··· PROVIDED DATA

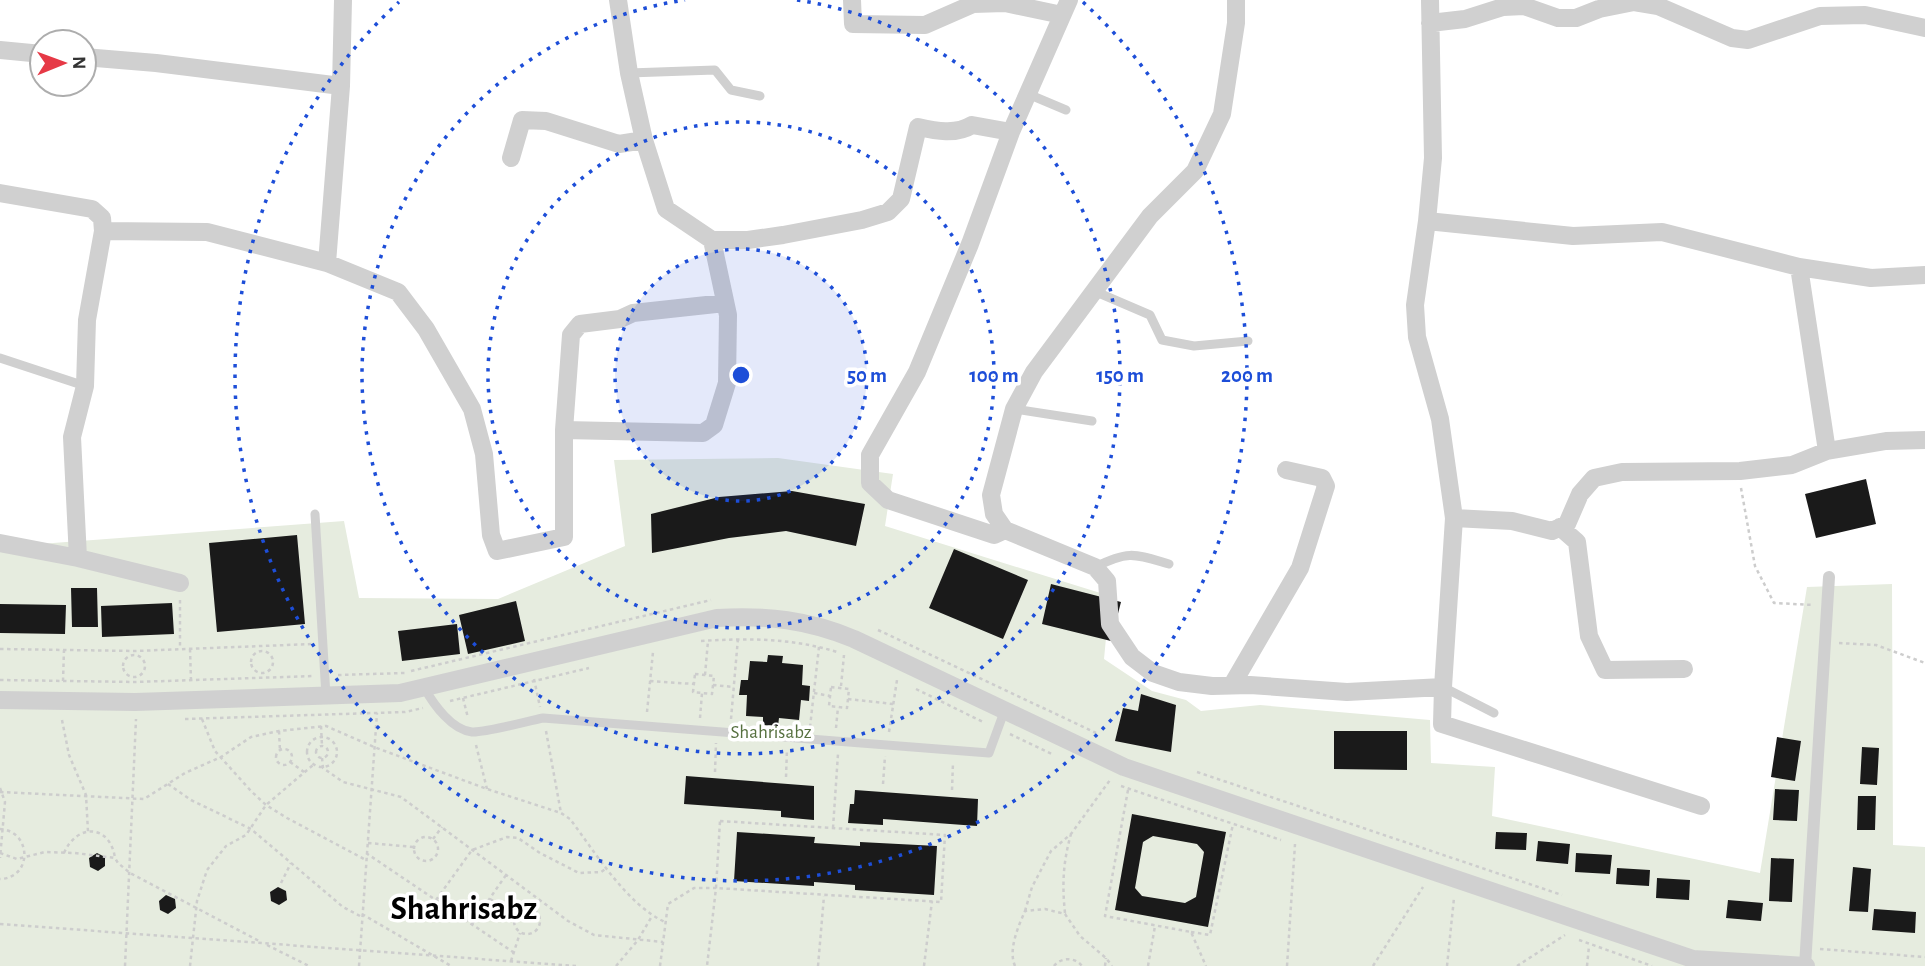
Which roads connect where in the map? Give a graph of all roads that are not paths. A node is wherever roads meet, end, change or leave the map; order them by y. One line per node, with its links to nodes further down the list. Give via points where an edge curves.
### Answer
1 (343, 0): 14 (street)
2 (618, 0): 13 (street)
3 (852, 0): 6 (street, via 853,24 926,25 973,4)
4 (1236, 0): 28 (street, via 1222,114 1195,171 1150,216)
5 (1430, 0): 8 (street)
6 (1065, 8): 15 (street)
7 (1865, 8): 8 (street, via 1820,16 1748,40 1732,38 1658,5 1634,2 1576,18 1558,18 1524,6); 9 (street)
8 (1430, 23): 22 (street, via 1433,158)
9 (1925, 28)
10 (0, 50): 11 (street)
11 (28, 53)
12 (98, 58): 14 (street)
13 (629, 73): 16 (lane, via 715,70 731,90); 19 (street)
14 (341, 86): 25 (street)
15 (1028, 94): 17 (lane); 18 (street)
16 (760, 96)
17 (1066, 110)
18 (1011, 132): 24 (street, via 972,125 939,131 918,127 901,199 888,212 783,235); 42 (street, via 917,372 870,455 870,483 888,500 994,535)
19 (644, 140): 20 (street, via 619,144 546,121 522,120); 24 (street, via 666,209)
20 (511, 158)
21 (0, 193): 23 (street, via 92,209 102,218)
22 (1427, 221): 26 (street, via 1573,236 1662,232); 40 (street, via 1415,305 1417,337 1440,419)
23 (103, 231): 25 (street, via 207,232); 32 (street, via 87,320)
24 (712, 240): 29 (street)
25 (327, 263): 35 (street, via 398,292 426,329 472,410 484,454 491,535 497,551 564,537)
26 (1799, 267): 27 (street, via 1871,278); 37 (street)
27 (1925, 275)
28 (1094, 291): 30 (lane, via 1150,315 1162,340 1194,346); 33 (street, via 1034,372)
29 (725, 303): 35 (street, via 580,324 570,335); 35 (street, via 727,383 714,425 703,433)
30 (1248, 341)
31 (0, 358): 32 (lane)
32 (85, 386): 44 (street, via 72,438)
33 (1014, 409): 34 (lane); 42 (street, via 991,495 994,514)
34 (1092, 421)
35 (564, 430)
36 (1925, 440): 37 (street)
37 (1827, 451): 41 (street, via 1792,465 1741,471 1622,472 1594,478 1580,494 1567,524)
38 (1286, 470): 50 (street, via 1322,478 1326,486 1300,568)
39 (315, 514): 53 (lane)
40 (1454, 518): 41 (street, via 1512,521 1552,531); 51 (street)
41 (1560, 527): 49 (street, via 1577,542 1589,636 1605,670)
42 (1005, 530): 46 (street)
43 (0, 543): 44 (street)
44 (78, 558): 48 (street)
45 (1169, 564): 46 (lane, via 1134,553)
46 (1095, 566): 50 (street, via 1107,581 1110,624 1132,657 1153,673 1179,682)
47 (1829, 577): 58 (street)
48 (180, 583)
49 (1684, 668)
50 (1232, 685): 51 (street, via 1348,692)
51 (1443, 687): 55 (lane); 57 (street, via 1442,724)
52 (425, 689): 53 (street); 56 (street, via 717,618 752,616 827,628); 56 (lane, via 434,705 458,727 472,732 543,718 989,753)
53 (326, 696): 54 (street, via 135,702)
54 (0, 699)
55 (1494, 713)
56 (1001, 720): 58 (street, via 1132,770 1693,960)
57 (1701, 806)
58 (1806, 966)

······

WHAT IS EXPECTED -
Filter the records above and copy every line that contains the word "lane".

OUTPUT OF THE TASK -
13 (629, 73): 16 (lane, via 715,70 731,90); 19 (street)
15 (1028, 94): 17 (lane); 18 (street)
28 (1094, 291): 30 (lane, via 1150,315 1162,340 1194,346); 33 (street, via 1034,372)
31 (0, 358): 32 (lane)
33 (1014, 409): 34 (lane); 42 (street, via 991,495 994,514)
39 (315, 514): 53 (lane)
45 (1169, 564): 46 (lane, via 1134,553)
51 (1443, 687): 55 (lane); 57 (street, via 1442,724)
52 (425, 689): 53 (street); 56 (street, via 717,618 752,616 827,628); 56 (lane, via 434,705 458,727 472,732 543,718 989,753)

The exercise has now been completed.